The records appear below. Repeat them exactly.

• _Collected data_

....

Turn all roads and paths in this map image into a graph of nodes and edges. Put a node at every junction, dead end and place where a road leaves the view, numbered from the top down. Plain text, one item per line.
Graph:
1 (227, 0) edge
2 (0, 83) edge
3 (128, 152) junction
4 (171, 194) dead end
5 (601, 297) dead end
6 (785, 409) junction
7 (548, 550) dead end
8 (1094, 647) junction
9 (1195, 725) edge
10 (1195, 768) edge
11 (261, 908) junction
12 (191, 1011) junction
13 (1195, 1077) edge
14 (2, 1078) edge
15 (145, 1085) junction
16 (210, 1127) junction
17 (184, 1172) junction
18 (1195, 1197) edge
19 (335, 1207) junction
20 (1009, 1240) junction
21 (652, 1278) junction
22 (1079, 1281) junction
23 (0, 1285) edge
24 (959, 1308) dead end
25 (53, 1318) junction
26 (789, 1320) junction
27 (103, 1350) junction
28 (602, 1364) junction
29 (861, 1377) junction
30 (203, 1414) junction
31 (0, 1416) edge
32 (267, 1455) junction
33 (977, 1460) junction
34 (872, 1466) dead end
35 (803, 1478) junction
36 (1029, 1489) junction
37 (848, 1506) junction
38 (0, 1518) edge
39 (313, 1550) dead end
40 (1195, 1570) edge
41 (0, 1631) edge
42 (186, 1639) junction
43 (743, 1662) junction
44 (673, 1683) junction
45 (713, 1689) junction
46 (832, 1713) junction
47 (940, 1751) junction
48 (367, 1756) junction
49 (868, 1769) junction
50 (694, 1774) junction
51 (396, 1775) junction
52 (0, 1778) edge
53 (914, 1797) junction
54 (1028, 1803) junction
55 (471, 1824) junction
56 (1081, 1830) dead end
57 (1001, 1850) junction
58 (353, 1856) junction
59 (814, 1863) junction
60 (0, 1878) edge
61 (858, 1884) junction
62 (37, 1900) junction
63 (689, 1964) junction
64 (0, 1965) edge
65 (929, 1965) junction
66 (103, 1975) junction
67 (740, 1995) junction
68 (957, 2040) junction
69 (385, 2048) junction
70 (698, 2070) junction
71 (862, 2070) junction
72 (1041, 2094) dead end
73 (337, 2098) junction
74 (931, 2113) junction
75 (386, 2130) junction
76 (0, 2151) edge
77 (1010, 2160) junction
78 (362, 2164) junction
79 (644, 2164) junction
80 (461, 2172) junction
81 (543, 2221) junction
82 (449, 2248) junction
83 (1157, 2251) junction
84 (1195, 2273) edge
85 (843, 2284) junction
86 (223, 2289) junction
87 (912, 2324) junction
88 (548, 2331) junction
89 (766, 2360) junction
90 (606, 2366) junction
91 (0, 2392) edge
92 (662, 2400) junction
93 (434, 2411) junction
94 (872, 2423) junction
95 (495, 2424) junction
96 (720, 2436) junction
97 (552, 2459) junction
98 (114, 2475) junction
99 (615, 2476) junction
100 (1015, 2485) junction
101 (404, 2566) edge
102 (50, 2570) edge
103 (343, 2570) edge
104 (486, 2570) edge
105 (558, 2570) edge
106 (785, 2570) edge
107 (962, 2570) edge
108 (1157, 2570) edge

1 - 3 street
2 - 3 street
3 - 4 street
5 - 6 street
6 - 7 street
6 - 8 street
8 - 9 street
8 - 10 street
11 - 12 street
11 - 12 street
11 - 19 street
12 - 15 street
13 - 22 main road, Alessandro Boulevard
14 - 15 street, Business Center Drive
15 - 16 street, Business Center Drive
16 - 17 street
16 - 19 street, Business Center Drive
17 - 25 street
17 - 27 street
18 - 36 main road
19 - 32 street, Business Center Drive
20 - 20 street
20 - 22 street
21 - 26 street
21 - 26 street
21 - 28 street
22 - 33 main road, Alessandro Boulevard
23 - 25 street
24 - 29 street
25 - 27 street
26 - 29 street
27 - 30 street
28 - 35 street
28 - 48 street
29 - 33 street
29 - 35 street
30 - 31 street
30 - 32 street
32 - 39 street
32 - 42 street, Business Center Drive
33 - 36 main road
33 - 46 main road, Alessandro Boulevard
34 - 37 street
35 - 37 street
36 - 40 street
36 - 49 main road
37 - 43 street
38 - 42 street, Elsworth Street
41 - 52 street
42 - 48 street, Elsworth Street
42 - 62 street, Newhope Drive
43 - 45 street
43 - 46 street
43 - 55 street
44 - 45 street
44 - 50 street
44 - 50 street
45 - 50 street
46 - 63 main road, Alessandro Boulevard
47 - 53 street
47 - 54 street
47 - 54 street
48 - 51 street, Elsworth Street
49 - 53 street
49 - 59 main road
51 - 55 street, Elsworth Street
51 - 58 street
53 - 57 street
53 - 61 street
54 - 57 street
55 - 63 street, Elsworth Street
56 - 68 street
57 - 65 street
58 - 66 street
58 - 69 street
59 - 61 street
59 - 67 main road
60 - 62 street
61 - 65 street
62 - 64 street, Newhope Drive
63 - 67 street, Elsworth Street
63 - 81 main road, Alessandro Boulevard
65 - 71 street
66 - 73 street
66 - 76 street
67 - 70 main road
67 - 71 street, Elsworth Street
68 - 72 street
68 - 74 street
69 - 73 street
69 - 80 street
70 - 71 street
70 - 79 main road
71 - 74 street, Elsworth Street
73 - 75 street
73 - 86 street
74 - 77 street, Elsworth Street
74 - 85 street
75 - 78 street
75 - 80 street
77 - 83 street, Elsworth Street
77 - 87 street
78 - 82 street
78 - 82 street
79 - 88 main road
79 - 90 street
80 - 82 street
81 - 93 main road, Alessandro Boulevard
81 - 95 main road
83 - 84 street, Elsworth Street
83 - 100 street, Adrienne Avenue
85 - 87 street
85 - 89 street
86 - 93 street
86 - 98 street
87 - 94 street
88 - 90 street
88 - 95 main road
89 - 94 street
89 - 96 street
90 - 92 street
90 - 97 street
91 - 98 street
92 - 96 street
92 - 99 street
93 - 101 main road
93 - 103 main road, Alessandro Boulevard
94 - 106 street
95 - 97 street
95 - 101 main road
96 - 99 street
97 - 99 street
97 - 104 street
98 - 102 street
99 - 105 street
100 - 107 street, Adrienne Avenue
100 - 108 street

....

• _Response to the exercise_
Turn all roads and paths in this map image into a graph of nodes and edges. Put a node at every junction, dead end and place where a road leaves the view, numbered from the top down. Plain text, one item per line.
Graph:
1 (227, 0) edge
2 (0, 83) edge
3 (128, 152) junction
4 (171, 194) dead end
5 (601, 297) dead end
6 (785, 409) junction
7 (548, 550) dead end
8 (1094, 647) junction
9 (1195, 725) edge
10 (1195, 768) edge
11 (261, 908) junction
12 (191, 1011) junction
13 (1195, 1077) edge
14 (2, 1078) edge
15 (145, 1085) junction
16 (210, 1127) junction
17 (184, 1172) junction
18 (1195, 1197) edge
19 (335, 1207) junction
20 (1009, 1240) junction
21 (652, 1278) junction
22 (1079, 1281) junction
23 (0, 1285) edge
24 (959, 1308) dead end
25 (53, 1318) junction
26 (789, 1320) junction
27 (103, 1350) junction
28 (602, 1364) junction
29 (861, 1377) junction
30 (203, 1414) junction
31 (0, 1416) edge
32 (267, 1455) junction
33 (977, 1460) junction
34 (872, 1466) dead end
35 (803, 1478) junction
36 (1029, 1489) junction
37 (848, 1506) junction
38 (0, 1518) edge
39 (313, 1550) dead end
40 (1195, 1570) edge
41 (0, 1631) edge
42 (186, 1639) junction
43 (743, 1662) junction
44 (673, 1683) junction
45 (713, 1689) junction
46 (832, 1713) junction
47 (940, 1751) junction
48 (367, 1756) junction
49 (868, 1769) junction
50 (694, 1774) junction
51 (396, 1775) junction
52 (0, 1778) edge
53 (914, 1797) junction
54 (1028, 1803) junction
55 (471, 1824) junction
56 (1081, 1830) dead end
57 (1001, 1850) junction
58 (353, 1856) junction
59 (814, 1863) junction
60 (0, 1878) edge
61 (858, 1884) junction
62 (37, 1900) junction
63 (689, 1964) junction
64 (0, 1965) edge
65 (929, 1965) junction
66 (103, 1975) junction
67 (740, 1995) junction
68 (957, 2040) junction
69 (385, 2048) junction
70 (698, 2070) junction
71 (862, 2070) junction
72 (1041, 2094) dead end
73 (337, 2098) junction
74 (931, 2113) junction
75 (386, 2130) junction
76 (0, 2151) edge
77 (1010, 2160) junction
78 (362, 2164) junction
79 (644, 2164) junction
80 (461, 2172) junction
81 (543, 2221) junction
82 (449, 2248) junction
83 (1157, 2251) junction
84 (1195, 2273) edge
85 (843, 2284) junction
86 (223, 2289) junction
87 (912, 2324) junction
88 (548, 2331) junction
89 (766, 2360) junction
90 (606, 2366) junction
91 (0, 2392) edge
92 (662, 2400) junction
93 (434, 2411) junction
94 (872, 2423) junction
95 (495, 2424) junction
96 (720, 2436) junction
97 (552, 2459) junction
98 (114, 2475) junction
99 (615, 2476) junction
100 (1015, 2485) junction
101 (404, 2566) edge
102 (50, 2570) edge
103 (343, 2570) edge
104 (486, 2570) edge
105 (558, 2570) edge
106 (785, 2570) edge
107 (962, 2570) edge
108 (1157, 2570) edge

1 - 3 street
2 - 3 street
3 - 4 street
5 - 6 street
6 - 7 street
6 - 8 street
8 - 9 street
8 - 10 street
11 - 12 street
11 - 12 street
11 - 19 street
12 - 15 street
13 - 22 main road, Alessandro Boulevard
14 - 15 street, Business Center Drive
15 - 16 street, Business Center Drive
16 - 17 street
16 - 19 street, Business Center Drive
17 - 25 street
17 - 27 street
18 - 36 main road
19 - 32 street, Business Center Drive
20 - 20 street
20 - 22 street
21 - 26 street
21 - 26 street
21 - 28 street
22 - 33 main road, Alessandro Boulevard
23 - 25 street
24 - 29 street
25 - 27 street
26 - 29 street
27 - 30 street
28 - 35 street
28 - 48 street
29 - 33 street
29 - 35 street
30 - 31 street
30 - 32 street
32 - 39 street
32 - 42 street, Business Center Drive
33 - 36 main road
33 - 46 main road, Alessandro Boulevard
34 - 37 street
35 - 37 street
36 - 40 street
36 - 49 main road
37 - 43 street
38 - 42 street, Elsworth Street
41 - 52 street
42 - 48 street, Elsworth Street
42 - 62 street, Newhope Drive
43 - 45 street
43 - 46 street
43 - 55 street
44 - 45 street
44 - 50 street
44 - 50 street
45 - 50 street
46 - 63 main road, Alessandro Boulevard
47 - 53 street
47 - 54 street
47 - 54 street
48 - 51 street, Elsworth Street
49 - 53 street
49 - 59 main road
51 - 55 street, Elsworth Street
51 - 58 street
53 - 57 street
53 - 61 street
54 - 57 street
55 - 63 street, Elsworth Street
56 - 68 street
57 - 65 street
58 - 66 street
58 - 69 street
59 - 61 street
59 - 67 main road
60 - 62 street
61 - 65 street
62 - 64 street, Newhope Drive
63 - 67 street, Elsworth Street
63 - 81 main road, Alessandro Boulevard
65 - 71 street
66 - 73 street
66 - 76 street
67 - 70 main road
67 - 71 street, Elsworth Street
68 - 72 street
68 - 74 street
69 - 73 street
69 - 80 street
70 - 71 street
70 - 79 main road
71 - 74 street, Elsworth Street
73 - 75 street
73 - 86 street
74 - 77 street, Elsworth Street
74 - 85 street
75 - 78 street
75 - 80 street
77 - 83 street, Elsworth Street
77 - 87 street
78 - 82 street
78 - 82 street
79 - 88 main road
79 - 90 street
80 - 82 street
81 - 93 main road, Alessandro Boulevard
81 - 95 main road
83 - 84 street, Elsworth Street
83 - 100 street, Adrienne Avenue
85 - 87 street
85 - 89 street
86 - 93 street
86 - 98 street
87 - 94 street
88 - 90 street
88 - 95 main road
89 - 94 street
89 - 96 street
90 - 92 street
90 - 97 street
91 - 98 street
92 - 96 street
92 - 99 street
93 - 101 main road
93 - 103 main road, Alessandro Boulevard
94 - 106 street
95 - 97 street
95 - 101 main road
96 - 99 street
97 - 99 street
97 - 104 street
98 - 102 street
99 - 105 street
100 - 107 street, Adrienne Avenue
100 - 108 street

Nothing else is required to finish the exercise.